> [About this task] Look through the records below for lines containing the string "Shenley", and report how many there are, nothing else.

(Extracted information Opens)

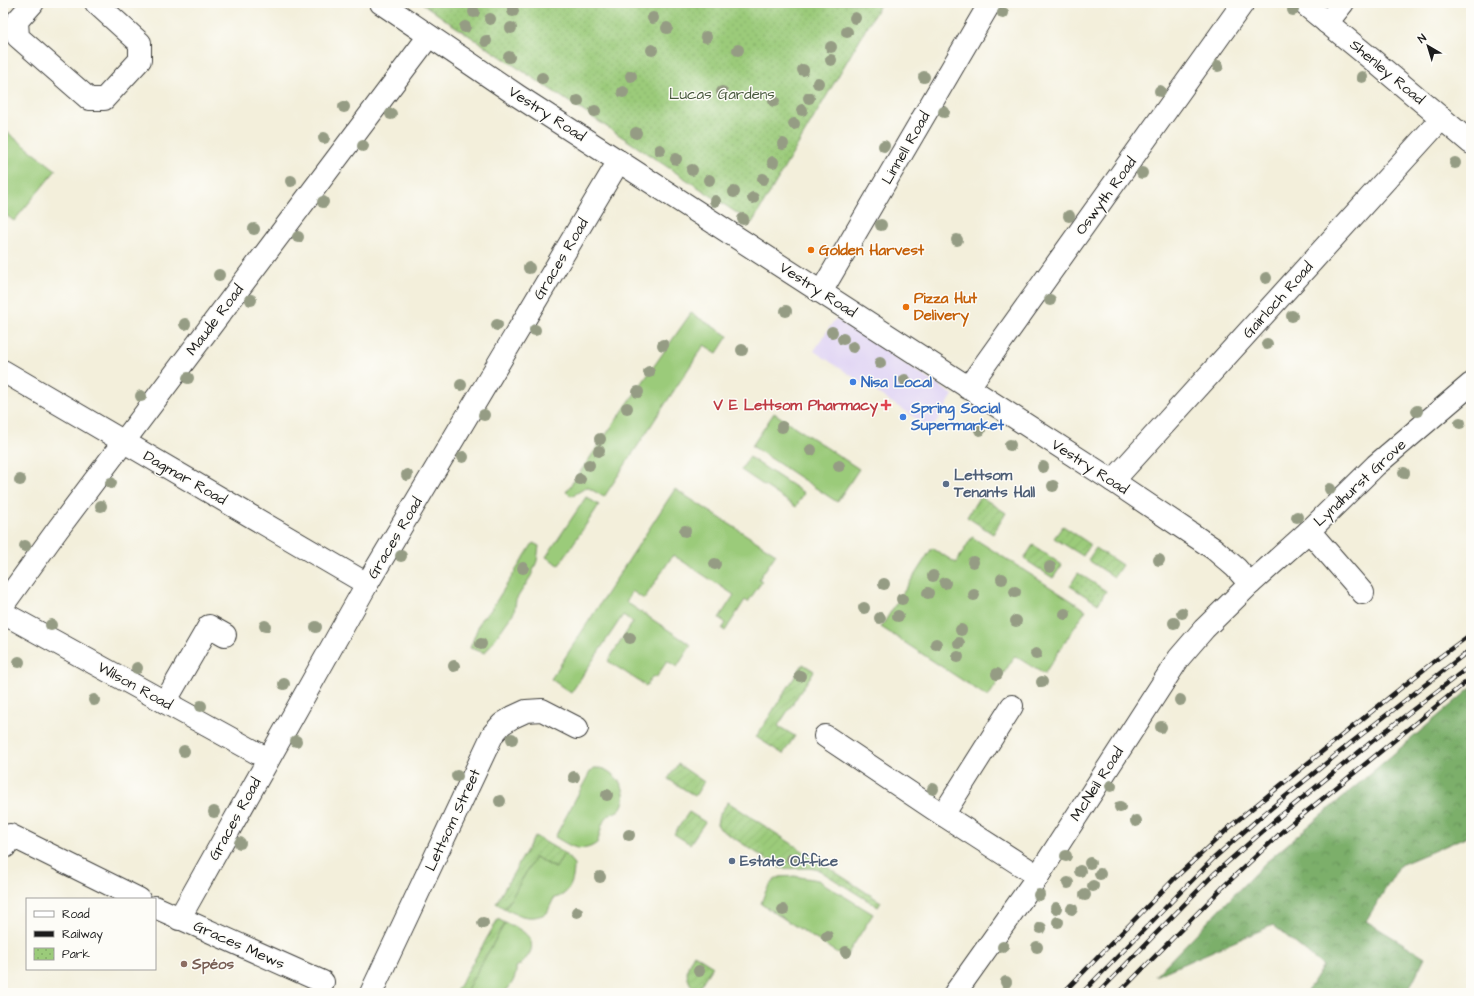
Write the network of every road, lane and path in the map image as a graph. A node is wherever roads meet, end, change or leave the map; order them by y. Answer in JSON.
{"nodes":[{"id":1,"x":33,"y":3,"type":"edge"},
{"id":2,"x":96,"y":3,"type":"edge"},
{"id":3,"x":381,"y":3,"type":"edge"},
{"id":4,"x":990,"y":3,"type":"edge"},
{"id":5,"x":1244,"y":3,"type":"edge"},
{"id":6,"x":1303,"y":3,"type":"edge"},
{"id":7,"x":1343,"y":3,"type":"edge"},
{"id":8,"x":1327,"y":23,"type":"junction"},
{"id":9,"x":429,"y":36,"type":"junction"},
{"id":10,"x":1442,"y":118,"type":"junction"},
{"id":11,"x":1471,"y":143,"type":"edge"},
{"id":12,"x":619,"y":162,"type":"junction"},
{"id":13,"x":821,"y":292,"type":"junction"},
{"id":14,"x":3,"y":371,"type":"edge"},
{"id":15,"x":1471,"y":384,"type":"edge"},
{"id":16,"x":968,"y":388,"type":"junction"},
{"id":17,"x":123,"y":442,"type":"junction"},
{"id":18,"x":1113,"y":481,"type":"junction"},
{"id":19,"x":1309,"y":531,"type":"junction"},
{"id":20,"x":367,"y":584,"type":"junction"},
{"id":21,"x":1250,"y":584,"type":"junction"},
{"id":22,"x":1363,"y":592,"type":"dead end"},
{"id":23,"x":3,"y":604,"type":"edge"},
{"id":24,"x":3,"y":613,"type":"edge"},
{"id":25,"x":225,"y":635,"type":"dead end"},
{"id":26,"x":165,"y":702,"type":"junction"},
{"id":27,"x":1012,"y":706,"type":"dead end"},
{"id":28,"x":577,"y":728,"type":"dead end"},
{"id":29,"x":825,"y":736,"type":"dead end"},
{"id":30,"x":268,"y":759,"type":"junction"},
{"id":31,"x":943,"y":815,"type":"junction"},
{"id":32,"x":5,"y":847,"type":"dead end"},
{"id":33,"x":1038,"y":876,"type":"junction"},
{"id":34,"x":137,"y":898,"type":"edge"},
{"id":35,"x":156,"y":908,"type":"edge"},
{"id":36,"x":179,"y":919,"type":"junction"},
{"id":37,"x":323,"y":982,"type":"dead end"},
{"id":38,"x":371,"y":993,"type":"edge"},
{"id":39,"x":955,"y":993,"type":"edge"}],
"edges":[{"from":1,"to":2,"type":"street"},
{"from":3,"to":9,"type":"street","name":"Vestry Road"},
{"from":4,"to":13,"type":"street","name":"Linnell Road"},
{"from":5,"to":16,"type":"street","name":"Oswyth Road"},
{"from":6,"to":8,"type":"street","name":"Shenley Road"},
{"from":7,"to":8,"type":"street"},
{"from":8,"to":10,"type":"street","name":"Shenley Road"},
{"from":9,"to":12,"type":"street","name":"Vestry Road"},
{"from":9,"to":17,"type":"street","name":"Maude Road"},
{"from":10,"to":11,"type":"street","name":"Shenley Road"},
{"from":10,"to":18,"type":"street","name":"Gairloch Road"},
{"from":12,"to":13,"type":"street","name":"Vestry Road"},
{"from":12,"to":20,"type":"street","name":"Graces Road"},
{"from":13,"to":16,"type":"street","name":"Vestry Road"},
{"from":14,"to":17,"type":"street","name":"Dagmar Road"},
{"from":15,"to":19,"type":"street","name":"Lyndhurst Grove"},
{"from":16,"to":18,"type":"street","name":"Vestry Road"},
{"from":17,"to":20,"type":"street","name":"Dagmar Road"},
{"from":17,"to":23,"type":"street","name":"Maude Road"},
{"from":18,"to":21,"type":"street","name":"Vestry Road"},
{"from":19,"to":21,"type":"street","name":"Lyndhurst Grove"},
{"from":19,"to":22,"type":"street"},
{"from":20,"to":30,"type":"street","name":"Graces Road"},
{"from":21,"to":33,"type":"street","name":"McNeil Road"},
{"from":24,"to":26,"type":"street","name":"Wilson Road"},
{"from":25,"to":26,"type":"street"},
{"from":26,"to":30,"type":"street","name":"Wilson Road"},
{"from":27,"to":31,"type":"street"},
{"from":28,"to":38,"type":"street","name":"Lettsom Street"},
{"from":29,"to":31,"type":"street"},
{"from":30,"to":36,"type":"street","name":"Graces Road"},
{"from":31,"to":33,"type":"street"},
{"from":32,"to":34,"type":"street"},
{"from":33,"to":39,"type":"street","name":"McNeil Road"},
{"from":35,"to":36,"type":"street","name":"Graces Mews"},
{"from":36,"to":37,"type":"street","name":"Graces Mews"}]}
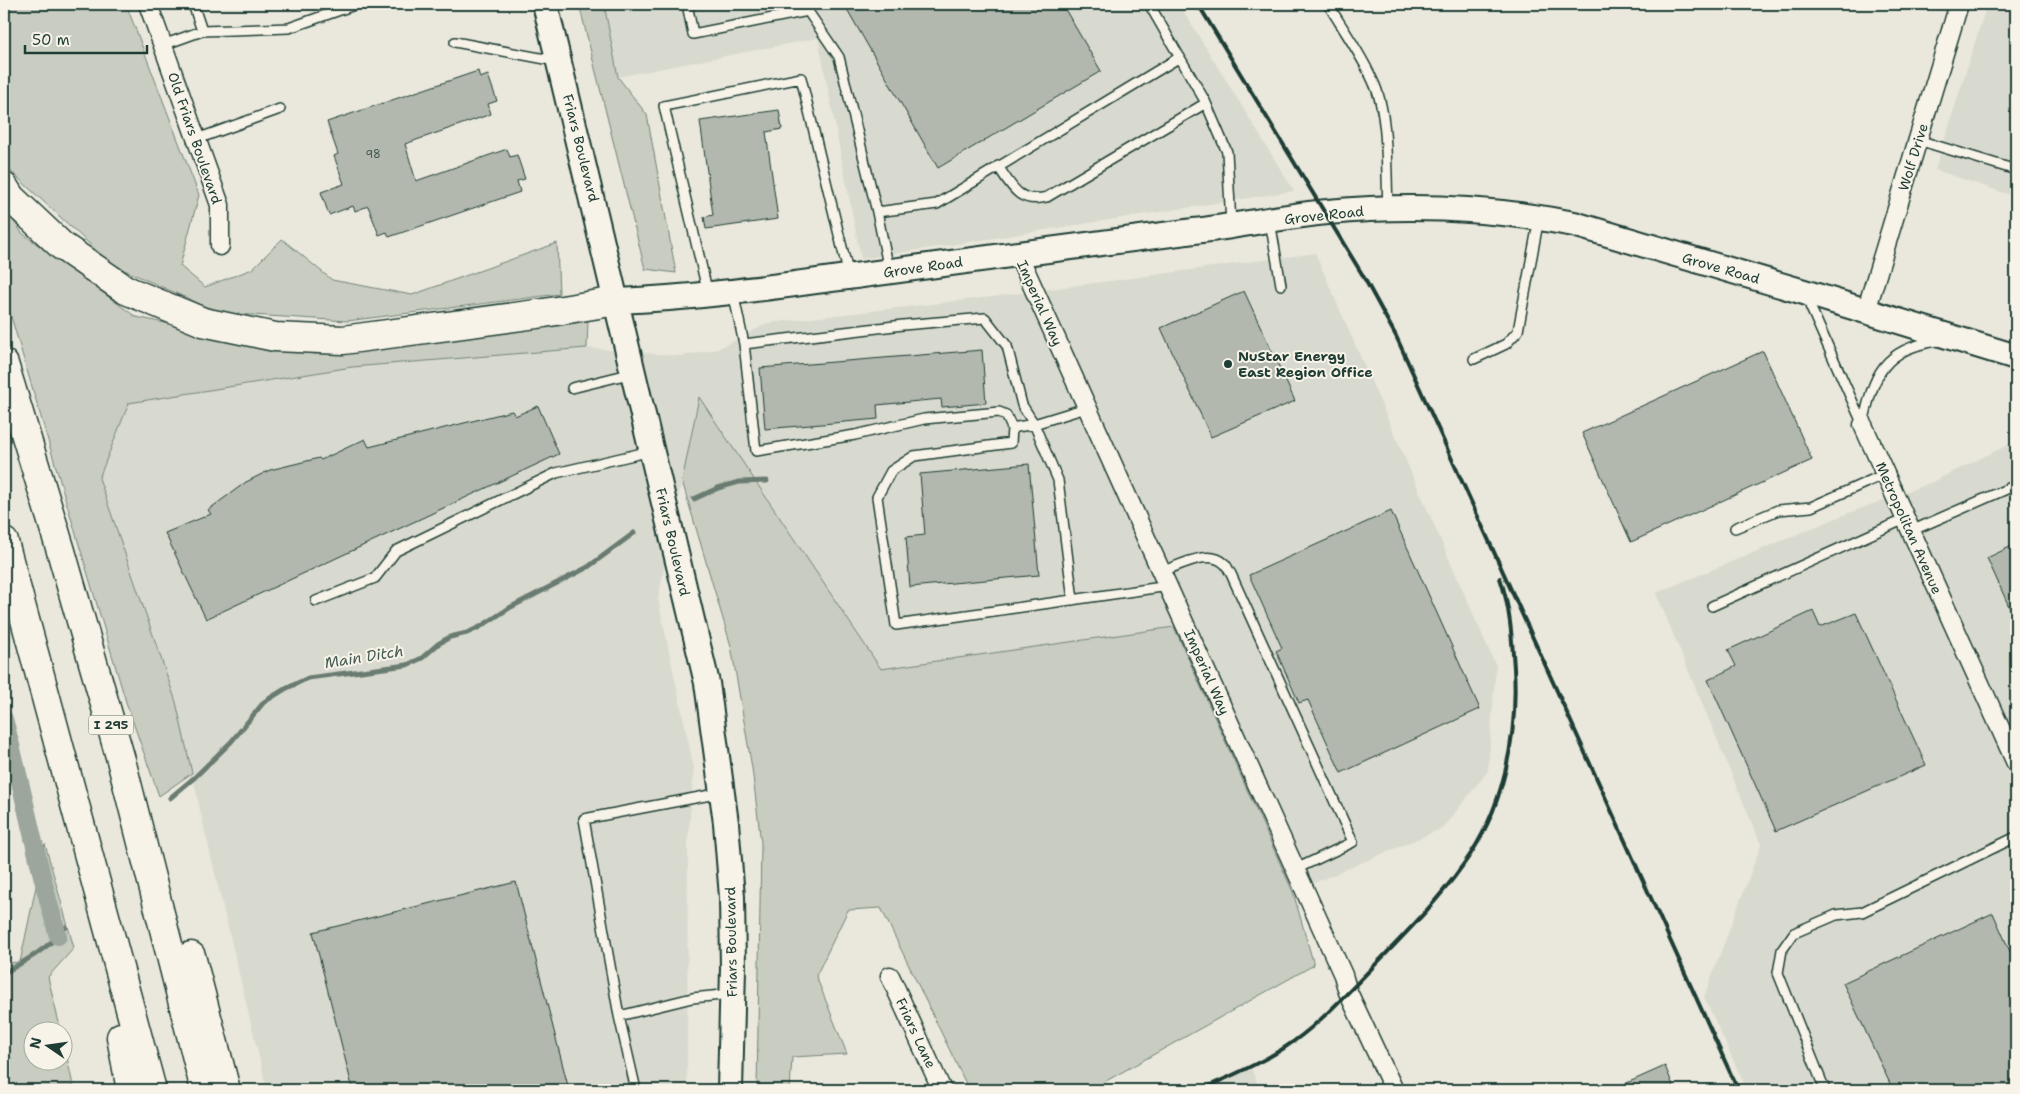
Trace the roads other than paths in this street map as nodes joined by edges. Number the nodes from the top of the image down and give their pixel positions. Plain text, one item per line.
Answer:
1 (148, 4) edge
2 (193, 4) edge
3 (357, 4) edge
4 (545, 4) edge
5 (687, 4) edge
6 (1149, 4) edge
7 (1328, 4) edge
8 (1960, 4) edge
9 (805, 7) edge
10 (202, 30) junction
11 (455, 42) dead end
12 (163, 45) junction
13 (1180, 57) junction
14 (560, 62) junction
15 (1206, 103) junction
16 (280, 109) dead end
17 (197, 139) junction
18 (1918, 140) junction
19 (998, 166) junction
20 (2016, 170) edge
21 (4, 187) edge
22 (1388, 208) junction
23 (877, 212) junction
24 (1539, 218) junction
25 (1270, 221) junction
26 (1231, 227) junction
27 (220, 246) dead end
28 (1018, 254) junction
29 (890, 271) junction
30 (849, 276) junction
31 (1281, 285) dead end
32 (733, 292) junction
33 (1804, 292) junction
34 (708, 295) junction
35 (617, 301) junction
36 (1866, 311) junction
37 (1956, 339) junction
38 (744, 344) junction
39 (2016, 358) edge
40 (1474, 359) dead end
41 (4, 364) edge
42 (633, 373) junction
43 (572, 388) dead end
44 (1086, 408) junction
45 (1034, 424) junction
46 (1863, 425) junction
47 (1012, 428) junction
48 (652, 450) junction
49 (1885, 474) junction
50 (2016, 486) edge
51 (1908, 525) junction
52 (1735, 528) dead end
53 (4, 542) edge
54 (4, 578) edge
55 (1166, 579) junction
56 (1072, 600) junction
57 (316, 601) dead end
58 (1712, 606) dead end
59 (2016, 764) edge
60 (722, 793) junction
61 (2016, 837) edge
62 (148, 864) junction
63 (1296, 869) junction
64 (890, 976) dead end
65 (732, 994) junction
66 (619, 1016) junction
67 (1390, 1087) edge
68 (131, 1090) edge
69 (152, 1090) edge
70 (205, 1090) edge
71 (226, 1090) edge
72 (636, 1090) edge
73 (730, 1090) edge
74 (942, 1090) edge
75 (1825, 1090) edge

1 - 12 street, Old Friars Boulevard
2 - 10 lane
3 - 10 lane
4 - 14 main road, Friars Boulevard
5 - 9 lane
6 - 13 lane
7 - 22 lane
8 - 18 street, Wolf Drive
9 - 23 lane
10 - 12 lane
11 - 14 lane
12 - 17 street, Old Friars Boulevard
13 - 15 lane
13 - 19 lane
14 - 35 main road, Friars Boulevard
15 - 19 lane
15 - 26 lane
16 - 17 lane
17 - 27 street, Old Friars Boulevard
18 - 20 lane
18 - 36 street, Wolf Drive
19 - 23 lane
21 - 35 highway
22 - 24 main road, Grove Road
22 - 25 main road, Grove Road
23 - 29 lane
24 - 33 main road, Grove Road
24 - 40 lane
25 - 26 main road, Grove Road
25 - 31 lane
26 - 28 main road, Grove Road
28 - 29 main road, Grove Road
28 - 44 street, Imperial Way
29 - 30 main road, Grove Road
30 - 32 main road, Grove Road
30 - 34 lane
32 - 34 main road, Grove Road
32 - 38 lane
33 - 36 main road, Grove Road
33 - 46 lane, Metropolitan Avenue
34 - 35 main road, Grove Road
35 - 42 main road, Friars Boulevard
36 - 37 main road, Grove Road
37 - 39 main road, Grove Road
37 - 46 lane
38 - 45 lane
38 - 47 lane
41 - 62 highway, I 295
42 - 43 lane
42 - 48 main road, Friars Boulevard
44 - 45 lane
44 - 55 street, Imperial Way
45 - 47 lane
45 - 56 lane
46 - 49 street, Metropolitan Avenue
47 - 56 lane
48 - 57 lane
48 - 60 main road, Friars Boulevard
49 - 51 street, Metropolitan Avenue
49 - 52 lane
50 - 51 lane
51 - 58 lane
51 - 59 street, Metropolitan Avenue
53 - 69 highway
54 - 68 highway
55 - 56 lane
55 - 63 street, Imperial Way
55 - 63 lane
60 - 65 main road, Friars Boulevard
60 - 66 lane
61 - 75 lane
62 - 70 highway, I 295
62 - 71 highway
63 - 67 street, Imperial Way
64 - 74 street, Friars Lane
65 - 66 lane
65 - 73 main road, Friars Boulevard
66 - 72 lane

(Extracted information Closes)

> [Final answer] 3